Despite a clear business case for a more diverse workforce, the industry still lacks the understanding and leadership required to address inequality; so was the conclusion of a recent high-level discussion, attended by well-known champions of diversity in construction.
Brought together to form the UK Construction Week Diversity Advisory Group, the panel confronted the major barriers and challenges the industry faces in bridging the diversity gap. With a firm commitment to encouraging the cultural shift that is much needed in the industry, the lessons learned from the panel discussion will shape the agenda for the event in October – ensuring that construction professionals at all levels are equipped to embrace diversity and other challenges, turning them instead into positive opportunities.
Two interesting schools of thought emerged, around tackling the issue at grassroots versus leadership from the top. Much of the discussion centred around reputation and the difficulties we face in attracting any youngsters into the construction industry – and particularly girls and ethnic minorities.
Sarah Davies, CEO, Skills4Stem Ltd felt that we needed to start early – at the age of five or six, when children are first gaining an opinion on what they want to be when they grow up. “Parents are also hugely influential at this stage and the problem we face is that few will encourage their children to aspire to a career in construction. We need to also educate the parents.”
The teachers too, it seems. The panel chair, Bridget Bartlett, Deputy Chief Executive of the CIOB, cited poor careers guidance as another limiting factor and felt more needed to be done by the industry to educate and excite youngsters about a career in construction. Although there are some fantastic examples of the construction industry engaging with children, with a host of wide-ranging ideas, it was agreed that it was generally pockets of activity.
In fact, fragmentation is possibly one of the biggest problems. It was clear from those just around the table itself that there are a huge number of associations, working groups and campaigns all working towards the same goals. Girls schools are almost inundated with well-meaning gender diversity initiatives, for example, and don’t actually know which way to turn.
Caroline Buckingham, Director HLM & RIBA Vice President Practice & Profession, even questioned whether ‘women’ orientated groups were actually detrimental? “Events that focus on women talking to women, I’m just not sure they do us any good. I don’t wan’t to be a role model for just women, I want to be a role model for everybody.”
“It’s about time we stopped re-inventing the wheel,” challenged Denise Bower, Executive Director, Major Projects Association. There are 49 different professional bodies in the construction industry and this proliferation of initiatives, all aiming to achieve the same thing, in a slightly different way, means that they are ineffective overall.
However, Dr Nelson Ogunshakin, CEO of ACE, felt that effort at grassroots level was actually futile and what the industry really needed was stronger leadership and commitment from the top. “We talk the talk but we don’t walk the walk. We need to see a proper commitment at board level to reach minimum requirements and demonstrate on-going progression in terms of the level of women, ethnic minorities, disabled and gay people represented at all levels. This needs to filter across into the procurement process and be a contractual demand of our supply chain too.”

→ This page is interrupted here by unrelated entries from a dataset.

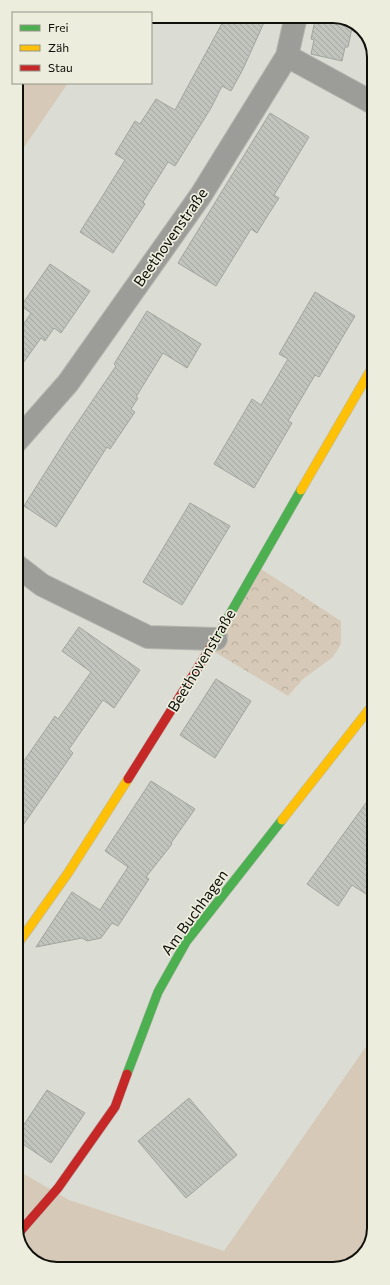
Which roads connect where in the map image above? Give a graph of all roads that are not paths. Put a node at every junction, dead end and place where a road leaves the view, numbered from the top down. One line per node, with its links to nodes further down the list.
1 (294, 23): 2 (street, Beethovenstraße)
2 (287, 56): 3 (street); 5 (street, Beethovenstraße)
3 (367, 100)
4 (367, 375): 7 (street, Beethovenstraße)
5 (23, 434)
6 (23, 570): 7 (street)
7 (216, 639): 9 (street, Beethovenstraße)
8 (367, 712): 10 (street, Am Buchhagen)
9 (23, 936)
10 (23, 1228)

Having a more balanced representation at board level is a crucial part of this. “You come in, you look up – and all you see are 50 year old white males,” says Bridget Bartlett.
Companies should place an importance on sponsors and mentors, as they both have an important role to play. “I actually think that a sponsor should be the 50 year old, white male, as their role is to champion you and they are most likely to have the influence and speak the right language to help you up the ladder,” suggested Sarah Davies. “Whereas a mentor should be someone who has a greater understanding of the challenges you face personally – so a female should have a female mentor, for example.”
When it comes to promoting role models, we also shouldn’t focus just on the people who have made it to the top. “Rising stars have a crucial role to play when it comes to engaging younger people,” said Siobhan McMahon, Director of Emerald Architects Ltd and National Chair for National Association of Women in Construction. “They can almost ‘touch’ that success and are therefore more motivated as it seems more achievable”
The panel concluded that UK Construction Week could provide a fantastic opportunity for organisations to come together and strengthen the currently fragmented approach.
Richard Morey, Group Events Director at Media 10, the company behind UK Construction Week, commented: “The discussion highlighted a need for the industry to come together and start tackling the issue of diversity as one. There are some great initiatives and some leading thinkers in the area but we’ve still got a long way to go.
“I think UK Construction Week could play a pivotal role, in providing a platform for those that are making great strides in balancing out inequality in our industry, to demonstrate best practice and inspire others. I think we should also use it as an opportunity, to challenge business leaders to make that commitment to achieving minimum requirements and demonstrating on-going progression, as was so passionately called for in today’s discussion.
Taking place at the Birmingham NEC from 18 – 20 October, UK Construction Week combines nine shows in one location. With over 24,000 trade visitors last year, the show boasts over 1,000 exhibitors. Visitors are able to attend the Build Show, Civils Expo, Timber Expo, the Surface and Materials Show, Energy 2016, Plant & Machinery Live, HVAC 2016, Smart Buildings 2016 and Grand Designs Live.